When the catalyst is still fitted
If the converter is still on the car, mention that early as well. It does not guarantee a stronger figure, but it does tell the buyer the vehicle is more complete. That can matter on older petrol cars, diesel cars, and models that still have original exhaust parts in place.
A good short note might mention:
- catalyst still fitted
- exhaust looks original
- no known replacement pipe
- car starts, does not start, or only moves a short distance
Those points help a buyer work out whether the car is standard, partly altered, or missing something important. They also make uk scrap car prices easier to judge against other offers, because the quote is being built on the same facts.
Why clear detail helps the offer
A fair price starts with a clear picture. If the catalytic converter has been changed, say so. If the car has had a new exhaust section, say that too. If you are unsure, say you are unsure. The buyer can work from that, and you avoid the back-and-forth that happens when the car turns out to be different from the description.
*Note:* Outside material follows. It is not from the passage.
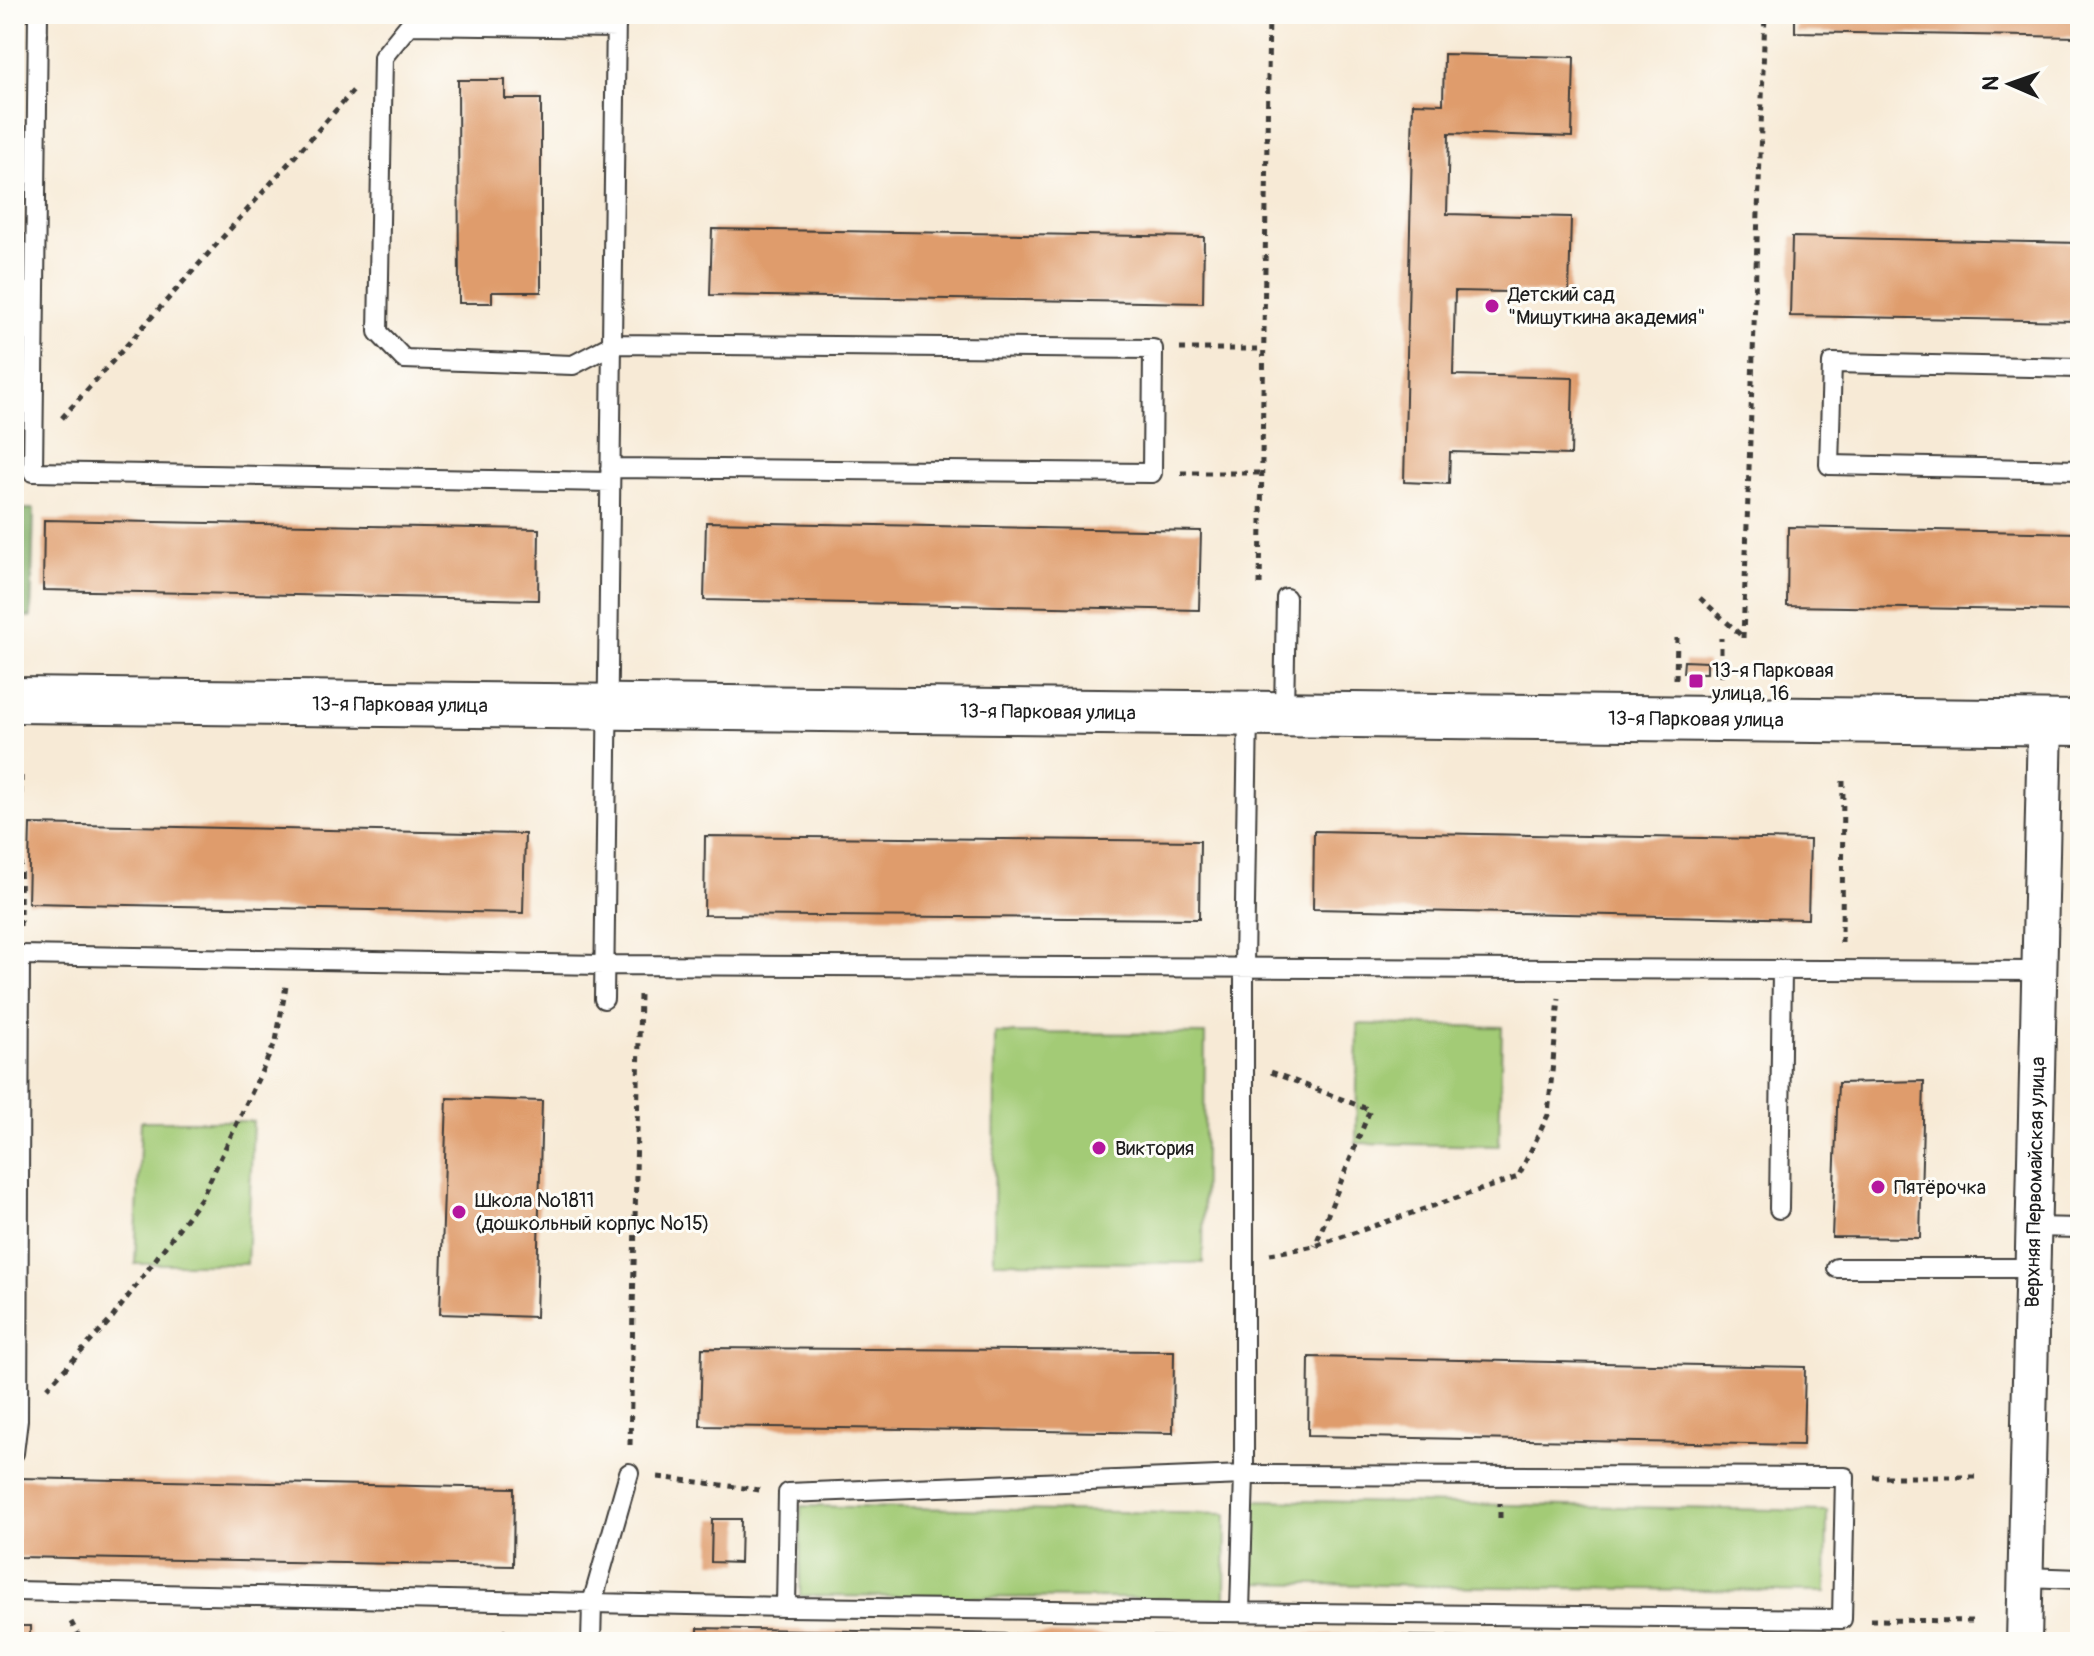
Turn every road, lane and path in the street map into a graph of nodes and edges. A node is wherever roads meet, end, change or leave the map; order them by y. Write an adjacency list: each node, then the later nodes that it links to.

It also helps to mention anything else that affects the figure: missing wheels, seized brakes, a dead battery, or accident damage. Those details do not replace the catalyst note, but they give the quote more shape. Buyers looking at scrap car prices Kirkham usually weigh the whole vehicle, not just one part.
A simple way to move forward
The easiest approach is to describe the car as it sits on the drive, in the yard, or by the garage door. Say what is fitted, what is missing, and what has been replaced. Keep it plain. A clear answer about the catalyst gives the buyer a better basis for the first figure and makes later checks simpler if the car is collected.